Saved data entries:
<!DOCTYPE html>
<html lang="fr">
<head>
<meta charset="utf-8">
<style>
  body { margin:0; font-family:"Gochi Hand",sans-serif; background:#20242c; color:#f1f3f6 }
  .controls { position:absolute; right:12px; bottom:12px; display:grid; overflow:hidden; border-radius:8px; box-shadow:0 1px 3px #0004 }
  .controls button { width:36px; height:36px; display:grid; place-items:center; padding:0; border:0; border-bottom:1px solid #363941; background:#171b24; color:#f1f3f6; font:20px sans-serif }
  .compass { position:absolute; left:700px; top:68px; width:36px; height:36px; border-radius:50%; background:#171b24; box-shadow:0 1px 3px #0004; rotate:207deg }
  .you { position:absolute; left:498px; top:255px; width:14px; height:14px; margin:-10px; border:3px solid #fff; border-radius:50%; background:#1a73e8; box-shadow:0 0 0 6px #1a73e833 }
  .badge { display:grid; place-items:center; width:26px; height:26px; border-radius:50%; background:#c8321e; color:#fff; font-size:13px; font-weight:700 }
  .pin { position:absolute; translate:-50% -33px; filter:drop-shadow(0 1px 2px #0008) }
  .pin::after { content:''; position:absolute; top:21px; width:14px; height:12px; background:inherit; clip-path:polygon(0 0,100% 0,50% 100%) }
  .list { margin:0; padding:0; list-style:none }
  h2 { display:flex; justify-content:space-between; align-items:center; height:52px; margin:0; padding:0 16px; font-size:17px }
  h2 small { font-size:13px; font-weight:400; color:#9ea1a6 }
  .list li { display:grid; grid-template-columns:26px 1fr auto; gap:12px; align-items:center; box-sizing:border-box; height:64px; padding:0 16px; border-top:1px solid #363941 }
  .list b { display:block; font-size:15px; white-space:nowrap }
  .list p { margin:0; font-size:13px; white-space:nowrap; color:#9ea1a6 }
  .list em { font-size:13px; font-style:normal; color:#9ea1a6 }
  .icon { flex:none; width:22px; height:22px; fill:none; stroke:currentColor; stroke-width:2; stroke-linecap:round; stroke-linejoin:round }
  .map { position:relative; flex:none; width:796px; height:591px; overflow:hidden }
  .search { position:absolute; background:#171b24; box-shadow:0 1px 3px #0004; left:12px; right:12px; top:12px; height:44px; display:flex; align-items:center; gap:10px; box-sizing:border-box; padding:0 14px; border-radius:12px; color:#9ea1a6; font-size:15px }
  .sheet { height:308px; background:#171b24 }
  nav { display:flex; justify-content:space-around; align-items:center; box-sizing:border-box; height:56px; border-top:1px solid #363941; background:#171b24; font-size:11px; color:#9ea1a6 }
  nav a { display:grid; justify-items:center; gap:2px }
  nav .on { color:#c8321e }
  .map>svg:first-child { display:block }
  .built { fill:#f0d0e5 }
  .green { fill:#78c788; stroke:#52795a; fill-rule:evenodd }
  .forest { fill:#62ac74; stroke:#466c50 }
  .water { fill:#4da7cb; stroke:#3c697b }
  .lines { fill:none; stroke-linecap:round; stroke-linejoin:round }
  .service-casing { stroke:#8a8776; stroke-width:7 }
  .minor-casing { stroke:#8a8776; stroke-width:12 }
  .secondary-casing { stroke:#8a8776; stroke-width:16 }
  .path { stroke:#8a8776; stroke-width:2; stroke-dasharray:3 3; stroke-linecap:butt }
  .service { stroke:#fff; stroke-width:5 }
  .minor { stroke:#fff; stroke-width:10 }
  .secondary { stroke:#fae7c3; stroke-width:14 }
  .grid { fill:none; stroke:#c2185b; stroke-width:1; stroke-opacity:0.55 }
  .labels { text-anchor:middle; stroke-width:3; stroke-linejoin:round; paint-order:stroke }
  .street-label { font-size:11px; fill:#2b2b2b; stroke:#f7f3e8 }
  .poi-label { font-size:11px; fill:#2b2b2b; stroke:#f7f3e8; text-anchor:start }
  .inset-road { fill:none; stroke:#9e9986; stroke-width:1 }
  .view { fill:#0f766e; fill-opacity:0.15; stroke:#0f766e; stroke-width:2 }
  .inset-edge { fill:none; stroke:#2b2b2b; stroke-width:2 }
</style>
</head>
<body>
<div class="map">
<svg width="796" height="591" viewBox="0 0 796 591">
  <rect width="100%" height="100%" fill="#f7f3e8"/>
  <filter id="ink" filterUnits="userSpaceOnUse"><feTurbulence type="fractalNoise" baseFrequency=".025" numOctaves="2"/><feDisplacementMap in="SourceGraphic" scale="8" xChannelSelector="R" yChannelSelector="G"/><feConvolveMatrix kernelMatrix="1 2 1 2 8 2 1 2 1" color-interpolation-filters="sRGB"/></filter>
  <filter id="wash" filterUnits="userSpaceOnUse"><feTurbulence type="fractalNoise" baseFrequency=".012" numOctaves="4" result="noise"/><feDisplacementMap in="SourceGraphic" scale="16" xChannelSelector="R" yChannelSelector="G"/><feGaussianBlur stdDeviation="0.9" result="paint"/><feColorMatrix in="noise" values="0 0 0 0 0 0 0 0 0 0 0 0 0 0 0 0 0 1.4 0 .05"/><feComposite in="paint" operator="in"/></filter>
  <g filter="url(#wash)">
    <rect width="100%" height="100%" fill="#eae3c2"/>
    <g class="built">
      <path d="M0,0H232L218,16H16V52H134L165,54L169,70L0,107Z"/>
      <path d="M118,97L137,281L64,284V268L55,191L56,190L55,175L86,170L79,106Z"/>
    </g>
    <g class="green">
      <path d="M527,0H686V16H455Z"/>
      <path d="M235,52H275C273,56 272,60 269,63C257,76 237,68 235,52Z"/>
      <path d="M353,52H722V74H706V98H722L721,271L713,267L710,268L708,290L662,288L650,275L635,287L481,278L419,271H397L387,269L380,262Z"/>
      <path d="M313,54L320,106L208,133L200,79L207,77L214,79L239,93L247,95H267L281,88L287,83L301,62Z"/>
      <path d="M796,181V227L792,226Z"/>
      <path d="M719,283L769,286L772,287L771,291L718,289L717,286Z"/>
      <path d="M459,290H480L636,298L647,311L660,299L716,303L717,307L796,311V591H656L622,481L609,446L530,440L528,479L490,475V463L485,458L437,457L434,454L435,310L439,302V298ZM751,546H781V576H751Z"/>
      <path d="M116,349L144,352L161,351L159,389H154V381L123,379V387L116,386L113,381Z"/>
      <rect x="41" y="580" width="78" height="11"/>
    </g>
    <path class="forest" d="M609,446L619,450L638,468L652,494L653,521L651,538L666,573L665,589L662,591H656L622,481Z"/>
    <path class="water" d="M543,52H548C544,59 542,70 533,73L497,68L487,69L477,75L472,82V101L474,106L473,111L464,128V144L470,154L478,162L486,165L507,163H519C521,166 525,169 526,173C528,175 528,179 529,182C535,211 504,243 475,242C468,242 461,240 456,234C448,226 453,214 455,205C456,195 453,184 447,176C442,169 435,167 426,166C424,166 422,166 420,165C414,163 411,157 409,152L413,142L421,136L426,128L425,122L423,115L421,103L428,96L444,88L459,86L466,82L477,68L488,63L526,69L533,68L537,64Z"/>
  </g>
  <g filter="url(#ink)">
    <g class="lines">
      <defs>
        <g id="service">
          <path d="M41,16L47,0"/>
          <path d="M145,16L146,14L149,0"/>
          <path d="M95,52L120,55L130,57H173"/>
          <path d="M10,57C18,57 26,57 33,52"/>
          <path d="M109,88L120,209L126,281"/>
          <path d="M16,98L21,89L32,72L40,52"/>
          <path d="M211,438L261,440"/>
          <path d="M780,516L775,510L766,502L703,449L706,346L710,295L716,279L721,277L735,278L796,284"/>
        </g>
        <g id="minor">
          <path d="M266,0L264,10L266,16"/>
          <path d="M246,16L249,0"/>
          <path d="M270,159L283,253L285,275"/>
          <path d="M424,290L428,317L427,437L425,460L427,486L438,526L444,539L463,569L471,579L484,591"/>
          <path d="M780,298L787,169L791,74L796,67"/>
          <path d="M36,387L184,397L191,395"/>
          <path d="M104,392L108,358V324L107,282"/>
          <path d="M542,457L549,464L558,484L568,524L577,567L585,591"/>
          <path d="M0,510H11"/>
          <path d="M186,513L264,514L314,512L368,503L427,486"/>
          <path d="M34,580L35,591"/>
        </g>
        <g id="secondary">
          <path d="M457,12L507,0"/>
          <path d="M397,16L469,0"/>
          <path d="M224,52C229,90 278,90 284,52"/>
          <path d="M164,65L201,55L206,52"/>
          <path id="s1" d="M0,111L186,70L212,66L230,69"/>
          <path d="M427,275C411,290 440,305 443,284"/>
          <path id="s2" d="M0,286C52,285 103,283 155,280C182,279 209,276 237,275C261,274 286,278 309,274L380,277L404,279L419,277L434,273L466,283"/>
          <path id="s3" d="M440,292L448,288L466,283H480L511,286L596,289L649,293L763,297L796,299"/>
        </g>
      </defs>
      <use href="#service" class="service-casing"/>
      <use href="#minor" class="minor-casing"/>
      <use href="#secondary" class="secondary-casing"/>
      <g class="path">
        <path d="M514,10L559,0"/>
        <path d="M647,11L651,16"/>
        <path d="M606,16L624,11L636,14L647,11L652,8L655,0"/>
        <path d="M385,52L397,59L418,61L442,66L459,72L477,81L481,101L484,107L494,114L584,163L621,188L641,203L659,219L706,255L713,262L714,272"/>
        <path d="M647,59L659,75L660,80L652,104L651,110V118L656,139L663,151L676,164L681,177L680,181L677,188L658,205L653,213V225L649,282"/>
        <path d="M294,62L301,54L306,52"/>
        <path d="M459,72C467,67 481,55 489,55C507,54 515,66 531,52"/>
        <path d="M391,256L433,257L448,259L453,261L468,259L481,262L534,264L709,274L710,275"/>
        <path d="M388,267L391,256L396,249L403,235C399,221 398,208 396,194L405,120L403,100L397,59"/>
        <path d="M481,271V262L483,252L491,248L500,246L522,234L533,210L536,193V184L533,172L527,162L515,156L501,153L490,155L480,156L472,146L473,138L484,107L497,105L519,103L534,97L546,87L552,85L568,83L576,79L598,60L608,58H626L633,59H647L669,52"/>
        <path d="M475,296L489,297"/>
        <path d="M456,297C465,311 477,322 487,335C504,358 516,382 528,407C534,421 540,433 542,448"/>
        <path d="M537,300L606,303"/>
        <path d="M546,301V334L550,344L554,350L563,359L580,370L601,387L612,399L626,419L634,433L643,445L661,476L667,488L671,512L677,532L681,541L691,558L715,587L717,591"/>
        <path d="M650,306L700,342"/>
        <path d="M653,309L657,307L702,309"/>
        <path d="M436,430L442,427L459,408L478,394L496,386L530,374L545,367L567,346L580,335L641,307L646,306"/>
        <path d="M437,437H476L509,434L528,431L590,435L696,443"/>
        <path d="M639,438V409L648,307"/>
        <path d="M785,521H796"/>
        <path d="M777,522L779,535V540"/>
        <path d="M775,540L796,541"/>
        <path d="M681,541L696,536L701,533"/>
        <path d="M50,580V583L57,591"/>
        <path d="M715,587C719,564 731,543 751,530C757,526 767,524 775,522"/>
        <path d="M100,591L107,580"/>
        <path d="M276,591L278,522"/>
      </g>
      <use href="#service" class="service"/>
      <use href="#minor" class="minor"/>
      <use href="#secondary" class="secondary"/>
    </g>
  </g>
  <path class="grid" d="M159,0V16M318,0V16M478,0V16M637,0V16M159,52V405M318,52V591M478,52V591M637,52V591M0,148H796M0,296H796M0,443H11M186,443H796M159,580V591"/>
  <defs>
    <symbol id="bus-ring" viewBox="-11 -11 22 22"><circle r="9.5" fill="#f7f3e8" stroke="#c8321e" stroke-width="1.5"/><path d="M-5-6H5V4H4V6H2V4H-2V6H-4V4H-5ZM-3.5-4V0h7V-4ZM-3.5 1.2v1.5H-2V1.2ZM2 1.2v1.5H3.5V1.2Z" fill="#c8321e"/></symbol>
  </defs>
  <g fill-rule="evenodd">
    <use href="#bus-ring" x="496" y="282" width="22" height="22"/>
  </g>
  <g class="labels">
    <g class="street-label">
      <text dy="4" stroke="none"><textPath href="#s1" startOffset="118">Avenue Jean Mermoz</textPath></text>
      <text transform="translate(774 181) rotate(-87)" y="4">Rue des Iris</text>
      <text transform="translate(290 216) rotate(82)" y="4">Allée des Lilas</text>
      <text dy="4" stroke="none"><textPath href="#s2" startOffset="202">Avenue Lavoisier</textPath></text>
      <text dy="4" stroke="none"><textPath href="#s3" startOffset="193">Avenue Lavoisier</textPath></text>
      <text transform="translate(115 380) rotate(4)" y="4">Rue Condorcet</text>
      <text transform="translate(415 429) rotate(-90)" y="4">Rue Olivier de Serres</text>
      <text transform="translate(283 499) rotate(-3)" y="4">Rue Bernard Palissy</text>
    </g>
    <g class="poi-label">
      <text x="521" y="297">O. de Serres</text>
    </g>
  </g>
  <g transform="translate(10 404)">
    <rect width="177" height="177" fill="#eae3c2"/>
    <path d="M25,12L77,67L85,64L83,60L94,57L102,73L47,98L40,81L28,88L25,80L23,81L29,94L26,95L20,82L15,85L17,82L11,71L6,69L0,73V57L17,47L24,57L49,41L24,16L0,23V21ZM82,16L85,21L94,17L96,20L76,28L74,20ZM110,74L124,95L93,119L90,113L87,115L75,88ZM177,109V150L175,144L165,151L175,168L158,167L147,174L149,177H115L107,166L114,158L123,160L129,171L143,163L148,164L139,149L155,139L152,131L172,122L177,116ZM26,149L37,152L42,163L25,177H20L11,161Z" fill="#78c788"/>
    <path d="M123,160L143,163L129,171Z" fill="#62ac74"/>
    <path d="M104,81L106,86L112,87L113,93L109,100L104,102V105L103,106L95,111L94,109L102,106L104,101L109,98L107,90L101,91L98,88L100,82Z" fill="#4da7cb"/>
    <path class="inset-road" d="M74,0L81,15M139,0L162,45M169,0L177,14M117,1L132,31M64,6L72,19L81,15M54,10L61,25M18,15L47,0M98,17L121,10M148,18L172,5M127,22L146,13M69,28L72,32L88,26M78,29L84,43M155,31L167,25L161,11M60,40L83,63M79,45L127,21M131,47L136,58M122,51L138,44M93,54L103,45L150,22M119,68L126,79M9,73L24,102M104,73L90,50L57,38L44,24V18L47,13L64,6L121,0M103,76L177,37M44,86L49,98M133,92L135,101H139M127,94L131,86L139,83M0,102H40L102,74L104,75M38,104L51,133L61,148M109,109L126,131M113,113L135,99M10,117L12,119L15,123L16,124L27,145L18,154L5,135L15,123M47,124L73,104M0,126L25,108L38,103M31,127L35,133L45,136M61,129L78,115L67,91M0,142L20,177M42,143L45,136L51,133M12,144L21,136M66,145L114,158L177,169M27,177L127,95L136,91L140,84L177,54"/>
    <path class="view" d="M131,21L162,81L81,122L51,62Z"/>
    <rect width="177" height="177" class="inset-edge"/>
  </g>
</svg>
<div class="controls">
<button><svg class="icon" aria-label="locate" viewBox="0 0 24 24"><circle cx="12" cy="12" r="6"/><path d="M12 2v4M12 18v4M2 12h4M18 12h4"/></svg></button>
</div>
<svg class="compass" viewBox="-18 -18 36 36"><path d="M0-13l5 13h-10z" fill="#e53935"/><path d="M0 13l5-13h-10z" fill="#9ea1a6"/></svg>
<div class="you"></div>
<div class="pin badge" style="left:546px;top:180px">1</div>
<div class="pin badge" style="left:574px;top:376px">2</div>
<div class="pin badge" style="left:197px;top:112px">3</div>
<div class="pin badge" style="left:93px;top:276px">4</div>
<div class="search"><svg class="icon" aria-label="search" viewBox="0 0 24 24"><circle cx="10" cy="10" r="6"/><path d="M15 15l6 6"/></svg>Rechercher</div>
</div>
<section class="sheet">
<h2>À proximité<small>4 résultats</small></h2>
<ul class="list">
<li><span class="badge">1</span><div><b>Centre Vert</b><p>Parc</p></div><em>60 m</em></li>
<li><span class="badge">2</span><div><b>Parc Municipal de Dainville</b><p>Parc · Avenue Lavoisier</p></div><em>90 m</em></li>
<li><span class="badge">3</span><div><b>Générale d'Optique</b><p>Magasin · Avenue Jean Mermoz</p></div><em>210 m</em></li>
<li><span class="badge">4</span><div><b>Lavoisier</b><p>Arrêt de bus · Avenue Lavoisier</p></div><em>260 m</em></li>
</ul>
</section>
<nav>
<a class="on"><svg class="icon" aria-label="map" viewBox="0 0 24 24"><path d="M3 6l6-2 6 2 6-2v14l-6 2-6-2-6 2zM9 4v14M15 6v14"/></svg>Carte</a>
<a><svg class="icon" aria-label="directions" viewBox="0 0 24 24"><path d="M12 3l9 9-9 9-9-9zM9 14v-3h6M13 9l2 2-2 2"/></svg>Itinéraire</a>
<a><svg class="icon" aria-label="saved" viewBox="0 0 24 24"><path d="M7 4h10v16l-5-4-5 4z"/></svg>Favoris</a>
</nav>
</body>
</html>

INSTRUCTIONS TO FOLLOW: Once a line of the records is found to contain "white", copy it out.

RESPONSE BELOW:
  .list b { display:block; font-size:15px; white-space:nowrap }
  .list p { margin:0; font-size:13px; white-space:nowrap; color:#9ea1a6 }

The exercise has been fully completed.